I think that abuse, clear and intentional abuse of the unallotment statute may ultimately be as great a landmark and defining moment for Gov. BridgeFail (I do like that name) as his responsibility - fiscally - for the failing falling bridge disaster.


______________________
And this mediocre GOP hack has ambitions of national office. We in Minnesota should feel duly embarrassed. [credit: Unaltered Unabomber image from this site].

______________UPDATE____________
In looking at the APA website, its most recent item - or the most recent I could find - is worth a screenshot posting to encourage readers to examine the site. And incidently, Marty is correct in noting that the budgetary "elephant," IS the GOP's elephant. So why exactly has Obama so unquestioningly adopted and nurtured it as if his own? Disappointments abound:





____________FURTHER UPDATE____________
I should note, tying the elephant in the room to Obama's inaction in changing things is my complaint alone, not a part of the Marty email.

Indeed, I just got criticism from a friendly linear thinker, over mixing two themes together that I thought a grade-schooler could keep apart - the email on the Gov's hubris and his getting away with it because --- why, I don't know; and a separate APA theme on war cost.

I am sorry and apologize to those I might have confused.

I am unaware of how wide an "activist" circulation the email attained, but in any event it reminds me of the story, probably a folk tale of long standing but I heard it as a Ross Perot story. Somebody threw a snake on the table at a board meeting. A half dozen, perhaps a dozen voices noted in unison, "A snake!" Perot was the only one who thought to beat it to death with a stick. Why I get that thought again in mind, I cannot exactly say.

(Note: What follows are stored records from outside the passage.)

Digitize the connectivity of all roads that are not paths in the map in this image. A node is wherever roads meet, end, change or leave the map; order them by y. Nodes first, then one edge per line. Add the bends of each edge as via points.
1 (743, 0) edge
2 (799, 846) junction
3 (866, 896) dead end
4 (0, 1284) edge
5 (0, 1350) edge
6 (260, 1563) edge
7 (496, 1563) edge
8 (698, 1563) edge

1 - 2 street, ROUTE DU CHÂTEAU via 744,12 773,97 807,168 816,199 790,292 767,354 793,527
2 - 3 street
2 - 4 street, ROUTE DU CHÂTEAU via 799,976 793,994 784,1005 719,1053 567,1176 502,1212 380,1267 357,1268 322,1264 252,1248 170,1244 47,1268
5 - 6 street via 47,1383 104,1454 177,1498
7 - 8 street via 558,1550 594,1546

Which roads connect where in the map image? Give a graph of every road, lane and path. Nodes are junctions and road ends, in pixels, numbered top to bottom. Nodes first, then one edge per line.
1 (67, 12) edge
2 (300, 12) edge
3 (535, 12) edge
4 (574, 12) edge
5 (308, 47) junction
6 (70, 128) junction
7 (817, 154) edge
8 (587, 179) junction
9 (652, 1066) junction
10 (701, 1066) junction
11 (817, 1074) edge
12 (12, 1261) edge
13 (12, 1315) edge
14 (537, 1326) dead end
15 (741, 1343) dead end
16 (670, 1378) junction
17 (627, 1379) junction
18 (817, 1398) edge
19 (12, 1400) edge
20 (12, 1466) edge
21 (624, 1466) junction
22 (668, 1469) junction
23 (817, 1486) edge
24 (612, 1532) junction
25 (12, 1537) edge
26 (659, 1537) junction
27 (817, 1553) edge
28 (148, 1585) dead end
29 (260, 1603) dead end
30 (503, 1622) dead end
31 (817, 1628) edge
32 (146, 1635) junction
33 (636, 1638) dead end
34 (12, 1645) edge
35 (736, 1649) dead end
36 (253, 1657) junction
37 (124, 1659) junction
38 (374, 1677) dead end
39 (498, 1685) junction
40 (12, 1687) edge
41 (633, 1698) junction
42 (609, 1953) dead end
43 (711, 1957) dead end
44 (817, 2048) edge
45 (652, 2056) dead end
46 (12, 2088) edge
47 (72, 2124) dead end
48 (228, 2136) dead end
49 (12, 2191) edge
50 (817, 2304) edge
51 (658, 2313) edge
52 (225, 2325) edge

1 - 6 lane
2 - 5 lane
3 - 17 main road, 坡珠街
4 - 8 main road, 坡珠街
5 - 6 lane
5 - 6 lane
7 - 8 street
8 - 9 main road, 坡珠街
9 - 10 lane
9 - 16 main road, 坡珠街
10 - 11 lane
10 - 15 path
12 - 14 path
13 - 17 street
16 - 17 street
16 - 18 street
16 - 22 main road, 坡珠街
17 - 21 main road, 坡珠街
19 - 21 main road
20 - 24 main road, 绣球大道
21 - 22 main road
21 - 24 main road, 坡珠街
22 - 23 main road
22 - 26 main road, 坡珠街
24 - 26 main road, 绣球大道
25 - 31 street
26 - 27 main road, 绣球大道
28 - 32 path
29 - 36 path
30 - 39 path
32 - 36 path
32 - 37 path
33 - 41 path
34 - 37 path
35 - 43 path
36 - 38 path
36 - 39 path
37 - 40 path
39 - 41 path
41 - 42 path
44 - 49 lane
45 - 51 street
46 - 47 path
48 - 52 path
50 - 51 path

I'd expect some hold sticks in the legislature. I'd hope some remember how and when to use them.

Anyway, back to the Eric Black "Read This" item I linked to in the body of the following post; see, this link.

It appears the BridgeFail man fishes while the government works because he's packed the court; readjusted the majority nose count; and probably feels he can unallot again and get a different result; somber sophistry and all.

It is offensive that those with little or no wealth are getting raw deals dealt to them, courtesy of the absentee fisherman, while he vetoed a miniscule heightened tax upon the rich.

It is bad, bad, bad, BAD government and I am glad we at least have Sen. Marty to be saying so.

I agree with him, 100%, and do not like the gone-fishing Emperor's clothes.

Nor do I think much about packing the Court. Nor is there much merit in having a situation in the legislature where some GOP members have their own spending pets and likes and are willing to work across the aisle, while the Governor is saying, in effect, screw Minnesota I have my own ambitions and agenda.

__________FURTHER UPDATE_________
I am so rankled by this it's hard to let the post stand without one more UPDATE, and apparently John Marty is also quite angry, upset and frustrated. That is the look of things. I promise this will close out the post. I worry that John Marty is climbing on his war horse, saying, "Follow me," and that perhaps he's saying it to a bunch of coat-holders. "Way, to go," and "Attaboy," will improve nothing.

So ---- I post yet more of what Marty wrote. Concluding paragraphs.

I ask for us to stand up to him, not to score political points (though legislators are going to have an interesting time campaigning on a platform of "we capitulated to the governor because we had to.")

I write because I am tired of being bullied by someone who doesn't care about the people of this state. Pawlenty doesn't care that his illegal unallotment of GAMC throws the lives of thousands of sick people into crisis. Pawlenty doesn't care that his illegal unallotment of the rent credit is a tax increase on those least able to afford it.

If he becomes known as a governor who needs to send out IOU's to creditors because he has a cash-flow problem, that is his problem. When he is ready to resolve the budget crisis that he created, we will work together with him. Until then, we should not destroy this great state in order to help him score political points with the Wall St. Journal.